Broadcasters—including public, education and government channels—that use “common alerting protocol” (CAP) equipment to be notified of an “emergency alert system” (EAS) transmission, need to ensure the device conforms to the U.S. government standards.
On Dec. 27, 2011, the Federal Communications Commission (FCC) posted a Federal Register notice—Review of the Emergency Alert System—which directs EAS participants “that have purchased or are considering purchase of any type of EAS equipment to verify with manufacturers and/or vendors that the equipment complies with current FCC rules.”
The notice is necessary because the FCC has “noted that some equipment vendors may be marketing equipment—intermediary devices—that connects in some fashion with previously certified EAS equipment to allow that equipment to receive CAP-formatted alerts in the legacy EAS format.”
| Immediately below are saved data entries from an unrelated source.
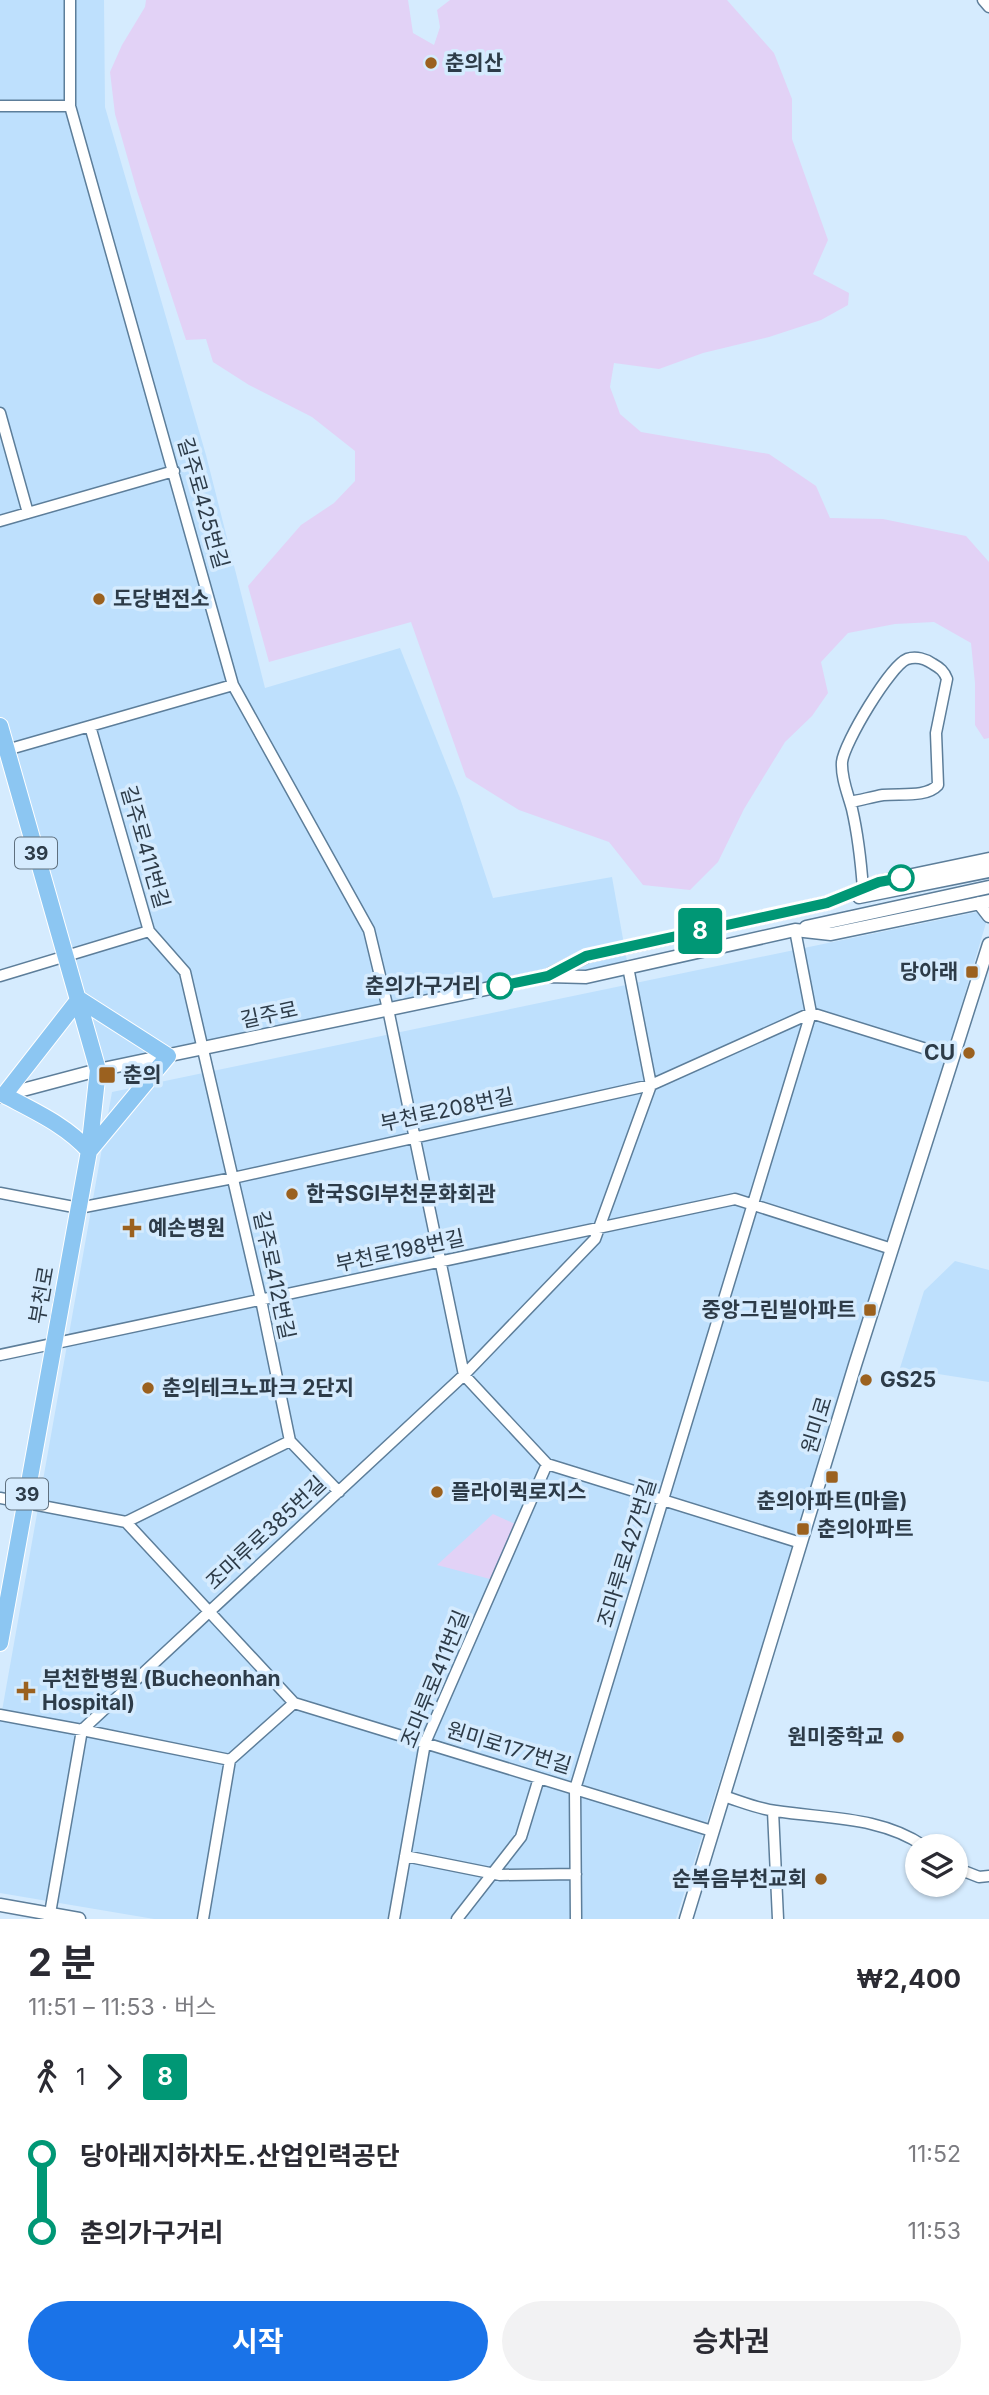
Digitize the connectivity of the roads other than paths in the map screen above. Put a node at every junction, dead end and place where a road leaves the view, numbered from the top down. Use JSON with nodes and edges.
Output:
{"nodes":[{"id":1,"x":70,"y":0,"type":"edge"},
{"id":2,"x":983,"y":0,"type":"edge"},
{"id":3,"x":989,"y":7,"type":"edge"},
{"id":4,"x":0,"y":106,"type":"edge"},
{"id":5,"x":70,"y":106,"type":"junction"},
{"id":6,"x":0,"y":413,"type":"edge"},
{"id":7,"x":174,"y":471,"type":"junction"},
{"id":8,"x":27,"y":513,"type":"junction"},
{"id":9,"x":0,"y":521,"type":"edge"},
{"id":10,"x":233,"y":685,"type":"junction"},
{"id":11,"x":0,"y":726,"type":"edge"},
{"id":12,"x":90,"y":726,"type":"junction"},
{"id":13,"x":3,"y":751,"type":"edge"},
{"id":14,"x":850,"y":802,"type":"junction"},
{"id":15,"x":989,"y":859,"type":"edge"},
{"id":16,"x":989,"y":871,"type":"edge"},
{"id":17,"x":989,"y":887,"type":"edge"},
{"id":18,"x":863,"y":889,"type":"junction"},
{"id":19,"x":984,"y":902,"type":"edge"},
{"id":20,"x":827,"y":903,"type":"junction"},
{"id":21,"x":989,"y":916,"type":"edge"},
{"id":22,"x":795,"y":930,"type":"junction"},
{"id":23,"x":149,"y":931,"type":"junction"},
{"id":24,"x":645,"y":944,"type":"junction"},
{"id":25,"x":989,"y":944,"type":"edge"},
{"id":26,"x":66,"y":957,"type":"junction"},
{"id":27,"x":648,"y":963,"type":"junction"},
{"id":28,"x":628,"y":967,"type":"junction"},
{"id":29,"x":0,"y":976,"type":"edge"},
{"id":30,"x":548,"y":976,"type":"junction"},
{"id":31,"x":79,"y":999,"type":"junction"},
{"id":32,"x":388,"y":1009,"type":"junction"},
{"id":33,"x":811,"y":1013,"type":"junction"},
{"id":34,"x":203,"y":1048,"type":"junction"},
{"id":35,"x":168,"y":1056,"type":"junction"},
{"id":36,"x":952,"y":1057,"type":"junction"},
{"id":37,"x":98,"y":1070,"type":"junction"},
{"id":38,"x":651,"y":1085,"type":"junction"},
{"id":39,"x":2,"y":1096,"type":"edge"},
{"id":40,"x":414,"y":1137,"type":"junction"},
{"id":41,"x":89,"y":1151,"type":"junction"},
{"id":42,"x":233,"y":1178,"type":"junction"},
{"id":43,"x":0,"y":1193,"type":"edge"},
{"id":44,"x":753,"y":1203,"type":"junction"},
{"id":45,"x":79,"y":1208,"type":"junction"},
{"id":46,"x":600,"y":1227,"type":"junction"},
{"id":47,"x":892,"y":1249,"type":"junction"},
{"id":48,"x":441,"y":1262,"type":"junction"},
{"id":49,"x":261,"y":1300,"type":"junction"},
{"id":50,"x":54,"y":1345,"type":"junction"},
{"id":51,"x":0,"y":1355,"type":"edge"},
{"id":52,"x":464,"y":1376,"type":"junction"},
{"id":53,"x":290,"y":1441,"type":"junction"},
{"id":54,"x":547,"y":1464,"type":"junction"},
{"id":55,"x":339,"y":1492,"type":"junction"},
{"id":56,"x":0,"y":1498,"type":"edge"},
{"id":57,"x":662,"y":1502,"type":"junction"},
{"id":58,"x":25,"y":1503,"type":"junction"},
{"id":59,"x":126,"y":1522,"type":"junction"},
{"id":60,"x":801,"y":1542,"type":"junction"},
{"id":61,"x":209,"y":1612,"type":"junction"},
{"id":62,"x":0,"y":1643,"type":"edge"},
{"id":63,"x":294,"y":1703,"type":"junction"},
{"id":64,"x":0,"y":1716,"type":"edge"},
{"id":65,"x":82,"y":1730,"type":"junction"},
{"id":66,"x":425,"y":1743,"type":"junction"},
{"id":67,"x":230,"y":1760,"type":"junction"},
{"id":68,"x":538,"y":1778,"type":"junction"},
{"id":69,"x":575,"y":1789,"type":"junction"},
{"id":70,"x":723,"y":1796,"type":"junction"},
{"id":71,"x":772,"y":1811,"type":"junction"},
{"id":72,"x":712,"y":1831,"type":"junction"},
{"id":73,"x":906,"y":1834,"type":"edge"},
{"id":74,"x":405,"y":1856,"type":"junction"},
{"id":75,"x":968,"y":1873,"type":"edge"},
{"id":76,"x":494,"y":1874,"type":"junction"},
{"id":77,"x":576,"y":1874,"type":"junction"},
{"id":78,"x":989,"y":1877,"type":"edge"},
{"id":79,"x":0,"y":1905,"type":"edge"},
{"id":80,"x":50,"y":1916,"type":"edge"},
{"id":81,"x":79,"y":1919,"type":"edge"},
{"id":82,"x":203,"y":1919,"type":"edge"},
{"id":83,"x":394,"y":1919,"type":"edge"},
{"id":84,"x":457,"y":1919,"type":"edge"},
{"id":85,"x":576,"y":1919,"type":"edge"},
{"id":86,"x":685,"y":1919,"type":"edge"},
{"id":87,"x":778,"y":1919,"type":"edge"}],
"edges":[{"from":1,"to":5,"type":"street","name":"길주로425번길"},
{"from":2,"to":3,"type":"street"},
{"from":4,"to":5,"type":"street"},
{"from":5,"to":7,"type":"street","name":"길주로425번길"},
{"from":6,"to":8,"type":"street"},
{"from":7,"to":8,"type":"street"},
{"from":7,"to":10,"type":"street","name":"길주로425번길"},
{"from":8,"to":9,"type":"street"},
{"from":10,"to":12,"type":"street"},
{"from":10,"to":32,"type":"street","name":"길주로425번길"},
{"from":11,"to":13,"type":"main road","name":"부천로","number":"39"},
{"from":12,"to":13,"type":"street"},
{"from":12,"to":23,"type":"street","name":"길주로411번길"},
{"from":13,"to":26,"type":"main road","name":"부천로","number":"39"},
{"from":14,"to":14,"type":"street"},
{"from":14,"to":18,"type":"street"},
{"from":15,"to":18,"type":"street","name":"길주로"},
{"from":16,"to":20,"type":"street","name":"길주로"},
{"from":17,"to":22,"type":"street","name":"길주로"},
{"from":18,"to":20,"type":"street","name":"길주로"},
{"from":19,"to":21,"type":"street"},
{"from":19,"to":22,"type":"street","name":"길주로"},
{"from":20,"to":24,"type":"street","name":"길주로"},
{"from":22,"to":27,"type":"street","name":"길주로"},
{"from":22,"to":33,"type":"street"},
{"from":23,"to":26,"type":"street"},
{"from":23,"to":34,"type":"street","name":"길주로411번길"},
{"from":24,"to":27,"type":"street"},
{"from":24,"to":30,"type":"street","name":"길주로"},
{"from":25,"to":36,"type":"street","name":"원미로"},
{"from":26,"to":29,"type":"street"},
{"from":26,"to":31,"type":"main road","name":"부천로","number":"39"},
{"from":27,"to":28,"type":"street","name":"길주로"},
{"from":28,"to":30,"type":"street","name":"길주로"},
{"from":28,"to":38,"type":"street"},
{"from":30,"to":32,"type":"street","name":"길주로"},
{"from":31,"to":35,"type":"main road"},
{"from":31,"to":37,"type":"main road","name":"부천로","number":"39"},
{"from":31,"to":39,"type":"main road"},
{"from":32,"to":34,"type":"street","name":"길주로"},
{"from":32,"to":40,"type":"street","name":"길주로425번길"},
{"from":33,"to":36,"type":"street"},
{"from":33,"to":38,"type":"street","name":"부천로208번길"},
{"from":33,"to":44,"type":"street","name":"조마루로427번길"},
{"from":34,"to":35,"type":"street","name":"길주로"},
{"from":34,"to":42,"type":"street","name":"길주로412번길"},
{"from":35,"to":37,"type":"street","name":"길주로"},
{"from":35,"to":41,"type":"main road"},
{"from":36,"to":47,"type":"street","name":"원미로"},
{"from":37,"to":39,"type":"street","name":"길주로"},
{"from":37,"to":41,"type":"main road","name":"부천로","number":"39"},
{"from":38,"to":40,"type":"street","name":"부천로208번길"},
{"from":38,"to":46,"type":"street","name":"조마루로385번길"},
{"from":39,"to":41,"type":"main road"},
{"from":40,"to":42,"type":"street","name":"부천로208번길"},
{"from":40,"to":48,"type":"street","name":"길주로425번길"},
{"from":41,"to":45,"type":"main road","name":"부천로","number":"39"},
{"from":42,"to":45,"type":"street","name":"부천로208번길"},
{"from":42,"to":49,"type":"street","name":"길주로412번길"},
{"from":43,"to":45,"type":"street"},
{"from":44,"to":46,"type":"street","name":"부천로198번길"},
{"from":44,"to":47,"type":"street","name":"부천로198번길"},
{"from":44,"to":57,"type":"street","name":"조마루로427번길"},
{"from":45,"to":50,"type":"main road","name":"부천로","number":"39"},
{"from":46,"to":48,"type":"street","name":"부천로198번길"},
{"from":46,"to":52,"type":"street","name":"조마루로385번길"},
{"from":47,"to":60,"type":"street","name":"원미로"},
{"from":48,"to":49,"type":"street","name":"부천로198번길"},
{"from":48,"to":52,"type":"street","name":"길주로425번길"},
{"from":49,"to":50,"type":"street","name":"부천로198번길"},
{"from":49,"to":53,"type":"street","name":"길주로412번길"},
{"from":50,"to":51,"type":"street","name":"부천로198번길"},
{"from":50,"to":58,"type":"main road","name":"부천로","number":"39"},
{"from":52,"to":54,"type":"street"},
{"from":52,"to":55,"type":"street","name":"조마루로385번길"},
{"from":53,"to":55,"type":"street"},
{"from":53,"to":59,"type":"street"},
{"from":54,"to":57,"type":"street"},
{"from":54,"to":66,"type":"street","name":"조마루로411번길"},
{"from":55,"to":61,"type":"street","name":"조마루로385번길"},
{"from":56,"to":58,"type":"street"},
{"from":57,"to":60,"type":"street"},
{"from":57,"to":69,"type":"street","name":"조마루로427번길"},
{"from":58,"to":59,"type":"street"},
{"from":58,"to":62,"type":"main road","name":"부천로","number":"39"},
{"from":59,"to":61,"type":"street"},
{"from":60,"to":70,"type":"street","name":"원미로"},
{"from":61,"to":63,"type":"street"},
{"from":61,"to":65,"type":"street","name":"조마루로385번길"},
{"from":63,"to":66,"type":"street","name":"원미로177번길"},
{"from":63,"to":67,"type":"street"},
{"from":64,"to":65,"type":"street"},
{"from":65,"to":67,"type":"street"},
{"from":65,"to":80,"type":"street"},
{"from":66,"to":68,"type":"street","name":"원미로177번길"},
{"from":66,"to":74,"type":"street","name":"조마루로411번길"},
{"from":67,"to":82,"type":"street"},
{"from":68,"to":69,"type":"street","name":"원미로177번길"},
{"from":68,"to":76,"type":"street"},
{"from":69,"to":72,"type":"street","name":"원미로177번길"},
{"from":69,"to":77,"type":"street","name":"조마루로427번길"},
{"from":70,"to":71,"type":"street"},
{"from":70,"to":72,"type":"street","name":"원미로"},
{"from":71,"to":73,"type":"street"},
{"from":71,"to":87,"type":"street"},
{"from":72,"to":86,"type":"street","name":"원미로"},
{"from":74,"to":76,"type":"street"},
{"from":74,"to":83,"type":"street","name":"조마루로411번길"},
{"from":75,"to":78,"type":"street"},
{"from":76,"to":77,"type":"street"},
{"from":76,"to":84,"type":"street"},
{"from":77,"to":85,"type":"street","name":"조마루로427번길"},
{"from":79,"to":80,"type":"street"},
{"from":80,"to":81,"type":"street"}]}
The FCC sought comment on a number of issues regarding those devices, including whether they must be certified under current EAS rules and whether they satisfy the FCC’s CAP-related requirements, according to the notice. Although the FCC plans to address those issues, “it appears that some EAS participants may have purchased such equipment.”
Therefore, the FCC “reminds EAS participants that equipment that meets the definition of an encoder or a decoder” must be certified under current FCC rules, and equipment used to receive CAP formatted, EAS alerts “must, at a minimum, comply with the CAP requirements,” the notice says.
In addition, while the FCC is not now making a decision on whether current “intermediary devices comply with these requirements, it is unclear whether any equipment that does not meet these current baseline requirements will be able to satisfy any CAP-related rules” that might be later adopted, the commission says. Because of that, the FCC “urges EAS participants that have purchased or are considering purchase of any type of EAS equipment to verify with manufacturers and/or vendors that the equipment complies with current FCC rules.”